FACT CHECK: Could up to 70 percent of Canadians get COVID-19?
MOSTLY TRUE. But it requires some context.
On March 11, Patty Hajdu, Canada’s federal health minister, told the Globe and Mail and other national media that it was possible for up to 70 percent of Canadians to be infected with COVID-19. “There are a range of estimates, but I would say that it is safe to assume that it could be between 30 percent of the population that acquire COVID-19 and 70 percent of the population,” she said.
This may seem strange given that nowhere near 30 percent, let alone 70 percent, of the Chinese population has COVID-19. As of March 26, China had around 82,000 cases, with 67,000 in Hubei (Wuhan’s province), according to the World Health Organization (WHO). The population of Hubei is around 59 million, which means only 0.001 percent of that province’s population was infected. So why are the estimates of Canadian officials so much larger?

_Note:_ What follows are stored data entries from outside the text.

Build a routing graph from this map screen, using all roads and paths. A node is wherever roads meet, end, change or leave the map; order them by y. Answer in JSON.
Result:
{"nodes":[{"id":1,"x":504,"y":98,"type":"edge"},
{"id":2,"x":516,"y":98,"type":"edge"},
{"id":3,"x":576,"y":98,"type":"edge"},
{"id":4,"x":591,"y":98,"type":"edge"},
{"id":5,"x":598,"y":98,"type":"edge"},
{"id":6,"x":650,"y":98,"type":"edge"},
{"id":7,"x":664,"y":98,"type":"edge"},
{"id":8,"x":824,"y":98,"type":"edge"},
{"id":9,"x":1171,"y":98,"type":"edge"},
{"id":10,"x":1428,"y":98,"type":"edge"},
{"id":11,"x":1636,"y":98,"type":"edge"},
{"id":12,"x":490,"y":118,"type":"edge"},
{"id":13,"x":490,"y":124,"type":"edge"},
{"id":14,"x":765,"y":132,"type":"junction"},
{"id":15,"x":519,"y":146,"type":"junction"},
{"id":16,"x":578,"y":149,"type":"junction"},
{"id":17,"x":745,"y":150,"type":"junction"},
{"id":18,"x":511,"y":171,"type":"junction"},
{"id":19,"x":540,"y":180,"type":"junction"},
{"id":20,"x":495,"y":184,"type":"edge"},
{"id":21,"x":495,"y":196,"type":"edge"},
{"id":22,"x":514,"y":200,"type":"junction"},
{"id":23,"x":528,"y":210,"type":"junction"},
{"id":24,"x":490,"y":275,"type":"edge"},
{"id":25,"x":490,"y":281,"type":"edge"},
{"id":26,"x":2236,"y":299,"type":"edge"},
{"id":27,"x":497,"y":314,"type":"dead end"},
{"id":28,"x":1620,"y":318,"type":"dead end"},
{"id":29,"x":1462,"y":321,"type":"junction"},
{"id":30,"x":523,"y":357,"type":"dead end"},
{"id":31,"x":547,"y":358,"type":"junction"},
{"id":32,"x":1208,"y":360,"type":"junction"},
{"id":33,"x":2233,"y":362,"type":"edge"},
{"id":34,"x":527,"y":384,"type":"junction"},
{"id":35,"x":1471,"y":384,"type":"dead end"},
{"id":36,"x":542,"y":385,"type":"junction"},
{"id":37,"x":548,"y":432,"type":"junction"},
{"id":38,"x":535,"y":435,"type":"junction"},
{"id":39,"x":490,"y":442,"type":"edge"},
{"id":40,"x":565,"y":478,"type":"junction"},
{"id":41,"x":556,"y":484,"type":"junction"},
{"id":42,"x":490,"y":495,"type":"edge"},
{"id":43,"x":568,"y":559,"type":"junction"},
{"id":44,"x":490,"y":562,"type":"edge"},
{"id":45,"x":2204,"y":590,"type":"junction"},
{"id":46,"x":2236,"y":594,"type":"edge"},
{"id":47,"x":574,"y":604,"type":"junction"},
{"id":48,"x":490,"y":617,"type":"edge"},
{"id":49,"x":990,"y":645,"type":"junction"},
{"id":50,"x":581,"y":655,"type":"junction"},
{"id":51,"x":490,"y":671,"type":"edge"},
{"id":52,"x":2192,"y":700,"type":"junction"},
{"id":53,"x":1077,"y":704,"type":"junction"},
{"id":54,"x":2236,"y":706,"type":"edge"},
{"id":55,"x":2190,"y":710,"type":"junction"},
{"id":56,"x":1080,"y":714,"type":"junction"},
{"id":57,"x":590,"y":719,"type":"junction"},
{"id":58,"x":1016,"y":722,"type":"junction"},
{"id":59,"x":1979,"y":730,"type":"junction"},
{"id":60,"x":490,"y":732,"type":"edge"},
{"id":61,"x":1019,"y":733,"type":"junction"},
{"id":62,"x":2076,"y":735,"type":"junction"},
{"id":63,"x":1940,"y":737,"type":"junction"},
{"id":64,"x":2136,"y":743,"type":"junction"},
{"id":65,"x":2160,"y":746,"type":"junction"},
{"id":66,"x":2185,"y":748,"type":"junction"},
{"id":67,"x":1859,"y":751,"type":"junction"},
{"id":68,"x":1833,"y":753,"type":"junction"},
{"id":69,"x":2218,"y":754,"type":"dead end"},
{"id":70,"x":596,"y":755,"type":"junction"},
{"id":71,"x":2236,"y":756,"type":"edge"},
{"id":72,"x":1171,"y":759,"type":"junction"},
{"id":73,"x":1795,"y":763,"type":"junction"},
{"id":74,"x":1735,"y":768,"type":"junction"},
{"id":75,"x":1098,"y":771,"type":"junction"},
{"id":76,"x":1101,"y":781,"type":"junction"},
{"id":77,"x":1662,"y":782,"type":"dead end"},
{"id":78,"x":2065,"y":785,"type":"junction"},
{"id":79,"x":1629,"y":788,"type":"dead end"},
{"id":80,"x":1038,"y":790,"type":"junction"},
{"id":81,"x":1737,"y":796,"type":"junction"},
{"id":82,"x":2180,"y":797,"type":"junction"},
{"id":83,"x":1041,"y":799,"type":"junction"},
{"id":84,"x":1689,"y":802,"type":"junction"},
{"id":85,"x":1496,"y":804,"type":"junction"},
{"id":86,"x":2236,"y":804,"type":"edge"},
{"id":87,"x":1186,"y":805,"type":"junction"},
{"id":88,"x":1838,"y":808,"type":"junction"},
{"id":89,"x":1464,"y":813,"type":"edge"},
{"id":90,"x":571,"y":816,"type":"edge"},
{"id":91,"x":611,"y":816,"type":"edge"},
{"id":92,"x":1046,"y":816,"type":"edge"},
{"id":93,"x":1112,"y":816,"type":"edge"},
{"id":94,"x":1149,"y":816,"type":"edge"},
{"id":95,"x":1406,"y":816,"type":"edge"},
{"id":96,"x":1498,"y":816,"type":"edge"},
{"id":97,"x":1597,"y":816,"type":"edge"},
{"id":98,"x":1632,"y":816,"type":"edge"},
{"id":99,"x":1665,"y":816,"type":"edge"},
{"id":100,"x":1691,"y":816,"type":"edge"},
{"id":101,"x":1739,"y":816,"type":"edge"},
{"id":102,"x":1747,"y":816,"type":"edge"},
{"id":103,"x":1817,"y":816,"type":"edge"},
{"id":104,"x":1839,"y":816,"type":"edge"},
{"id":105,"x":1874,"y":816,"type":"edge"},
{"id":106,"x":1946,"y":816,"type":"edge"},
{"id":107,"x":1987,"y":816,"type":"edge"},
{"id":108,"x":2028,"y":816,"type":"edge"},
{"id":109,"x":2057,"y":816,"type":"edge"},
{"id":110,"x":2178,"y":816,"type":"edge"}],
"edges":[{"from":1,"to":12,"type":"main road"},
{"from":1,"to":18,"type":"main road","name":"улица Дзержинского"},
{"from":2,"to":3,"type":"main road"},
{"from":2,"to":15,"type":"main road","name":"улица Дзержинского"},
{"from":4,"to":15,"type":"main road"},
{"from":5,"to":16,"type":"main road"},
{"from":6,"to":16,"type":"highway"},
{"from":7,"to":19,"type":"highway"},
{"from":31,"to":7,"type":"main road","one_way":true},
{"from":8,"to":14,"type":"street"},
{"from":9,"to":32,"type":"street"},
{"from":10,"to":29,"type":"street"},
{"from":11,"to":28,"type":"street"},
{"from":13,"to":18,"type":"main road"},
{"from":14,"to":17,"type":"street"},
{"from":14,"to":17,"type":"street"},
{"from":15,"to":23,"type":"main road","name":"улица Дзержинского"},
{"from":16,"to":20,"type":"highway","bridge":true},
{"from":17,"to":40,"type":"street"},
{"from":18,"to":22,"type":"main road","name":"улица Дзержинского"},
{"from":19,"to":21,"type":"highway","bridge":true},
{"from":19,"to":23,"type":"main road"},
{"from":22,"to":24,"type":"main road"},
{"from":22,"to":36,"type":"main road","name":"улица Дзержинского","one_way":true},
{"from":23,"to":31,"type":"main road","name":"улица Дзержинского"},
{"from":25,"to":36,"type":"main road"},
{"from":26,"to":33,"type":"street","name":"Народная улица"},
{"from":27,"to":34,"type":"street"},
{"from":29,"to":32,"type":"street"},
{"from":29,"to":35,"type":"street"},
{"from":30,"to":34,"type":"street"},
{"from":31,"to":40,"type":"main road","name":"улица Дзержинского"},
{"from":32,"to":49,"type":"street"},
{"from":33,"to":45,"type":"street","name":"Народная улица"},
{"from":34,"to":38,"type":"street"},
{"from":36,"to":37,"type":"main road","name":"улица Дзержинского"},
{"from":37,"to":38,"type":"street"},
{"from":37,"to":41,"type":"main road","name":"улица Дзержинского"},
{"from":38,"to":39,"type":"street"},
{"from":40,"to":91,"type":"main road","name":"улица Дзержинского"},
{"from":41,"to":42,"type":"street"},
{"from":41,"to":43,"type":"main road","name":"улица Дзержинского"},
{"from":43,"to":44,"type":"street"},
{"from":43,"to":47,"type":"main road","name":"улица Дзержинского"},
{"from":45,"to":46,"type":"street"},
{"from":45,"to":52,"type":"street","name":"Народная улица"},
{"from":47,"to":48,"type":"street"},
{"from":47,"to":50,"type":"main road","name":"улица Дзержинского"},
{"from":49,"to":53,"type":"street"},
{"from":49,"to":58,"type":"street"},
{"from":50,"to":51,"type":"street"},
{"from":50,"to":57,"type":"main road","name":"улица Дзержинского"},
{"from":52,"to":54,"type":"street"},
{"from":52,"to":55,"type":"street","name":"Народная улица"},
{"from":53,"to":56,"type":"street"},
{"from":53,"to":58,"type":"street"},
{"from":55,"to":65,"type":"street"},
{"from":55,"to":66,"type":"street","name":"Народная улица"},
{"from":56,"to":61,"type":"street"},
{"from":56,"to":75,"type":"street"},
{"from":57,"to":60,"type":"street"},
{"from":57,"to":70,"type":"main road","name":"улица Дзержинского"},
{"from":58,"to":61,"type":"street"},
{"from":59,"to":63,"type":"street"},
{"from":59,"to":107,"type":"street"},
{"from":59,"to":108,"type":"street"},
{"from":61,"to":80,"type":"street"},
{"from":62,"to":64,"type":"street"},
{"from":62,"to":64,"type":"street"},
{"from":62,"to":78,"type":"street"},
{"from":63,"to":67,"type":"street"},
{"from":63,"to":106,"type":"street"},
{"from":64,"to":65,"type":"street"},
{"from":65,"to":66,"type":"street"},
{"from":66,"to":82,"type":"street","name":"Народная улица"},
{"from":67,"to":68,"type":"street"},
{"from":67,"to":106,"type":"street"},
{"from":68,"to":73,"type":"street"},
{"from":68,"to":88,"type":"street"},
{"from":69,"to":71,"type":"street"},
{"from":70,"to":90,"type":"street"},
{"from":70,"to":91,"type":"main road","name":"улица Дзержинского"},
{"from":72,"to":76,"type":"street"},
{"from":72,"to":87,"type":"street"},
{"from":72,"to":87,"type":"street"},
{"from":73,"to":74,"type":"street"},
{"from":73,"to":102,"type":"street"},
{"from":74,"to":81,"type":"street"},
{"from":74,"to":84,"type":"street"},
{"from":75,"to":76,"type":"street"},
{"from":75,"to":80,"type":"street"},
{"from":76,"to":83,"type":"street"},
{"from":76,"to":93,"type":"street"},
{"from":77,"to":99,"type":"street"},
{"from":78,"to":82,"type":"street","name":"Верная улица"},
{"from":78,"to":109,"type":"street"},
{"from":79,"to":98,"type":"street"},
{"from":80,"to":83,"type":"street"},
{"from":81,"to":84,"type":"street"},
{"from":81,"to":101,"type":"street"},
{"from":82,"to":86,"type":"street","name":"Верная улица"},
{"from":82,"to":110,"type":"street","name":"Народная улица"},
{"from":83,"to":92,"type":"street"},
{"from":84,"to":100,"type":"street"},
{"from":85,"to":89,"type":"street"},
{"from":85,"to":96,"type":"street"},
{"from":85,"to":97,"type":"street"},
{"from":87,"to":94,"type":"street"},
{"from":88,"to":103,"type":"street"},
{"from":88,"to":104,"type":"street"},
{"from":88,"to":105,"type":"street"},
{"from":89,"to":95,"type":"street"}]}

Understanding how viruses spread is key. In epidemiology, there’s a concept called the basic reproduction number, which is the average number of new infections that result from each case. If the number is less than 1, a virus will die out because the average person isn’t spreading it to anyone. If the number is 1 or higher, it spreads to more and more people.

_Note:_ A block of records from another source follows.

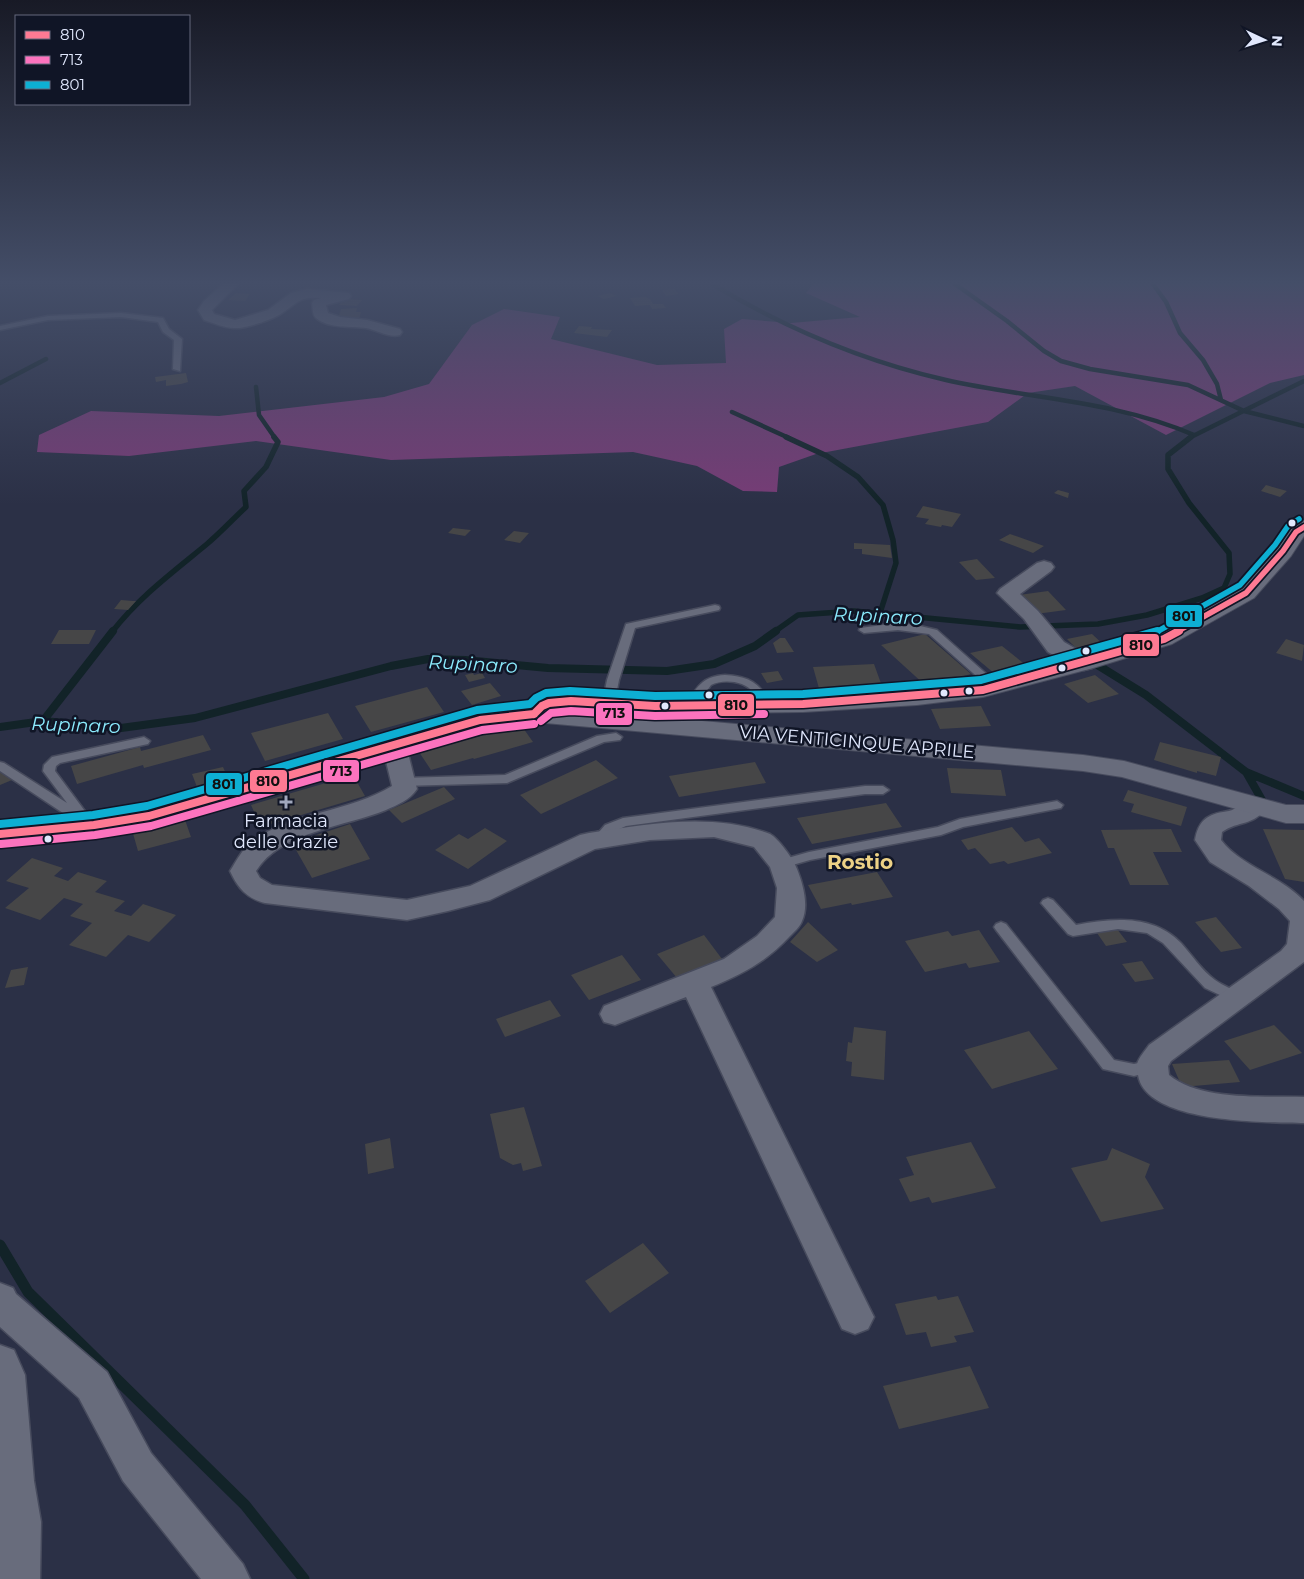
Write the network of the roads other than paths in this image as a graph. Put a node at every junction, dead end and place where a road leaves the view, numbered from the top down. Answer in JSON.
{"nodes":[{"id":1,"x":177,"y":358,"type":"edge"},
{"id":2,"x":177,"y":369,"type":"dead end"},
{"id":3,"x":1304,"y":527,"type":"edge"},
{"id":4,"x":1044,"y":567,"type":"dead end"},
{"id":5,"x":715,"y":608,"type":"dead end"},
{"id":6,"x":864,"y":630,"type":"dead end"},
{"id":7,"x":1084,"y":664,"type":"junction"},
{"id":8,"x":994,"y":687,"type":"junction"},
{"id":9,"x":608,"y":705,"type":"junction"},
{"id":10,"x":534,"y":714,"type":"junction"},
{"id":11,"x":616,"y":737,"type":"dead end"},
{"id":12,"x":144,"y":741,"type":"dead end"},
{"id":13,"x":394,"y":745,"type":"junction"},
{"id":14,"x":0,"y":766,"type":"edge"},
{"id":15,"x":402,"y":782,"type":"junction"},
{"id":16,"x":883,"y":790,"type":"dead end"},
{"id":17,"x":1057,"y":805,"type":"dead end"},
{"id":18,"x":1255,"y":806,"type":"junction"},
{"id":19,"x":1304,"y":814,"type":"edge"},
{"id":20,"x":85,"y":819,"type":"junction"},
{"id":21,"x":0,"y":834,"type":"edge"},
{"id":22,"x":600,"y":840,"type":"junction"},
{"id":23,"x":782,"y":864,"type":"junction"},
{"id":24,"x":1048,"y":903,"type":"dead end"},
{"id":25,"x":1001,"y":927,"type":"dead end"},
{"id":26,"x":694,"y":982,"type":"junction"},
{"id":27,"x":1237,"y":998,"type":"junction"},
{"id":28,"x":615,"y":1014,"type":"dead end"},
{"id":29,"x":1152,"y":1066,"type":"junction"},
{"id":30,"x":1304,"y":1110,"type":"edge"},
{"id":31,"x":0,"y":1300,"type":"edge"},
{"id":32,"x":855,"y":1317,"type":"dead end"},
{"id":33,"x":0,"y":1362,"type":"edge"},
{"id":34,"x":18,"y":1579,"type":"edge"},
{"id":35,"x":228,"y":1579,"type":"edge"}],
"edges":[{"from":1,"to":2,"type":"lane"},
{"from":3,"to":7,"type":"main road"},
{"from":4,"to":7,"type":"street"},
{"from":5,"to":9,"type":"lane"},
{"from":6,"to":8,"type":"lane"},
{"from":7,"to":8,"type":"main road"},
{"from":8,"to":9,"type":"main road"},
{"from":9,"to":10,"type":"main road"},
{"from":10,"to":13,"type":"main road","name":"VIA VENTICINQUE APRILE"},
{"from":10,"to":18,"type":"main road","name":"VIA VENTICINQUE APRILE"},
{"from":11,"to":15,"type":"lane"},
{"from":12,"to":20,"type":"lane"},
{"from":13,"to":15,"type":"street"},
{"from":13,"to":20,"type":"main road","name":"VIA VENTICINQUE APRILE"},
{"from":14,"to":20,"type":"lane"},
{"from":15,"to":22,"type":"street"},
{"from":16,"to":22,"type":"lane"},
{"from":17,"to":23,"type":"lane"},
{"from":18,"to":19,"type":"main road","name":"VIA VENTICINQUE APRILE"},
{"from":18,"to":27,"type":"street"},
{"from":20,"to":21,"type":"main road","name":"VIA VENTICINQUE APRILE"},
{"from":22,"to":23,"type":"street"},
{"from":23,"to":26,"type":"street"},
{"from":24,"to":27,"type":"lane"},
{"from":25,"to":29,"type":"lane"},
{"from":26,"to":28,"type":"street"},
{"from":26,"to":32,"type":"street"},
{"from":27,"to":29,"type":"street"},
{"from":29,"to":30,"type":"street"},
{"from":31,"to":35,"type":"street"},
{"from":33,"to":34,"type":"street"}]}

In theory, the population will eventually reach herd immunity. At that point, there are enough people who have had the virus and are now immune that it’s unlikely for someone who isn’t immune to catch it. (There have been anecdotal reports of people being infected with COVID-19 a second time, but it’s not yet clear whether the virus is adapting or these cases resulted from faulty tests.) Assuming that herd immunity is possible, whether that’s at 30 percent or 70 percent depends on the basic reproduction number: if it’s large, then the number of immune people needed will be correspondingly large. (Scientific American has a great explanation here.)

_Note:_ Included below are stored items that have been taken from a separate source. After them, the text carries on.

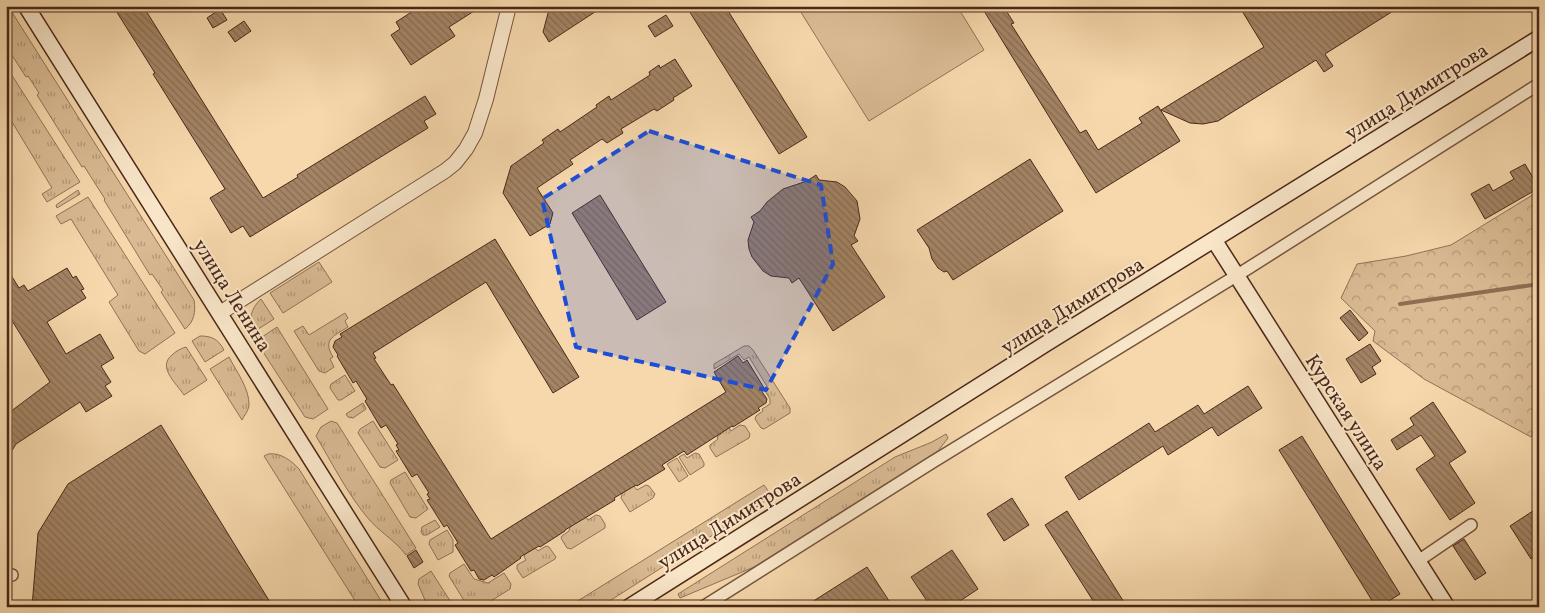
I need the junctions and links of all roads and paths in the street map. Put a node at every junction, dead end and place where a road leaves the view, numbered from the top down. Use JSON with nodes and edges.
{"nodes":[{"id":1,"x":26,"y":6,"type":"edge"},
{"id":2,"x":509,"y":6,"type":"edge"},
{"id":3,"x":1539,"y":38,"type":"edge"},
{"id":4,"x":1539,"y":84,"type":"edge"},
{"id":5,"x":1214,"y":240,"type":"junction"},
{"id":6,"x":1236,"y":276,"type":"junction"},
{"id":7,"x":220,"y":313,"type":"junction"},
{"id":8,"x":1471,"y":525,"type":"dead end"},
{"id":9,"x":1418,"y":561,"type":"junction"},
{"id":10,"x":404,"y":607,"type":"edge"},
{"id":11,"x":629,"y":607,"type":"edge"},
{"id":12,"x":703,"y":607,"type":"edge"},
{"id":13,"x":1447,"y":607,"type":"edge"}],
"edges":[{"from":1,"to":7,"type":"main road","name":"улица Ленина"},
{"from":2,"to":7,"type":"street"},
{"from":3,"to":5,"type":"main road","name":"улица Димитрова"},
{"from":4,"to":6,"type":"street"},
{"from":5,"to":6,"type":"main road","name":"Курская улица"},
{"from":5,"to":11,"type":"main road","name":"улица Димитрова"},
{"from":6,"to":9,"type":"main road","name":"Курская улица"},
{"from":6,"to":12,"type":"street"},
{"from":7,"to":10,"type":"main road","name":"улица Ленина"},
{"from":8,"to":9,"type":"street"},
{"from":9,"to":13,"type":"main road","name":"Курская улица"}]}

In the early stages of COVID-19’s spread in Wuhan, several teams of researchers estimated its basic reproduction number. These estimates vary, but it’s likely somewhere between 2 and 3. The WHO, for its part, gave an estimate of 1.4 to 2.5 back in January. This meant the virus was spreading quickly: a team of Chinese researchers estimated that the number of cases was doubling about every seven days.
Given those numbers, it’s reasonable for Health Minister Patty Hajdu to say that between 30 and 70 percent of Canadians could be infected if no preventative measures are taken. At the lowest end, a reproduction number of 1.4 would mean around 30 percent of Canadians get the virus; at the high end of 3, close to 70 percent could get it (you can see the basic formula here). A disease-transmission model created by a team of University of Toronto researchers gave a similar estimate of 35 to 70 percent, with 35 percent reflecting the impact of “modest” control measures.
The range is so wide because minor variations in the reproduction number drastically change the spread, and models provide different pictures depending on their assumptions about the virus and the population. In Canada, a lack of reliable data also makes predictions difficult.
The basic reproduction number doesn’t tell us everything—it represents a virus’s potential, not reality—and how much the virus spreads depends on what a country does to counteract it. The Chinese government put more than 50 million people into mandatory quarantine in Hubei alone, closed borders and blocked roads, and tracked the phones of people who had visited infected areas to restrict their travel. These restrictions appear to have reduced the spread of COVID-19 (whether they are ethical or justified is another matter).
So, in summary, it’s possible that 30 to 70 percent of Canadians will get COVID-19, but it’s unlikely now that we are taking measures to prevent it. In Wuhan, the worst projections have not come to pass. Hopefully, the true number will be much lower in Canada as well.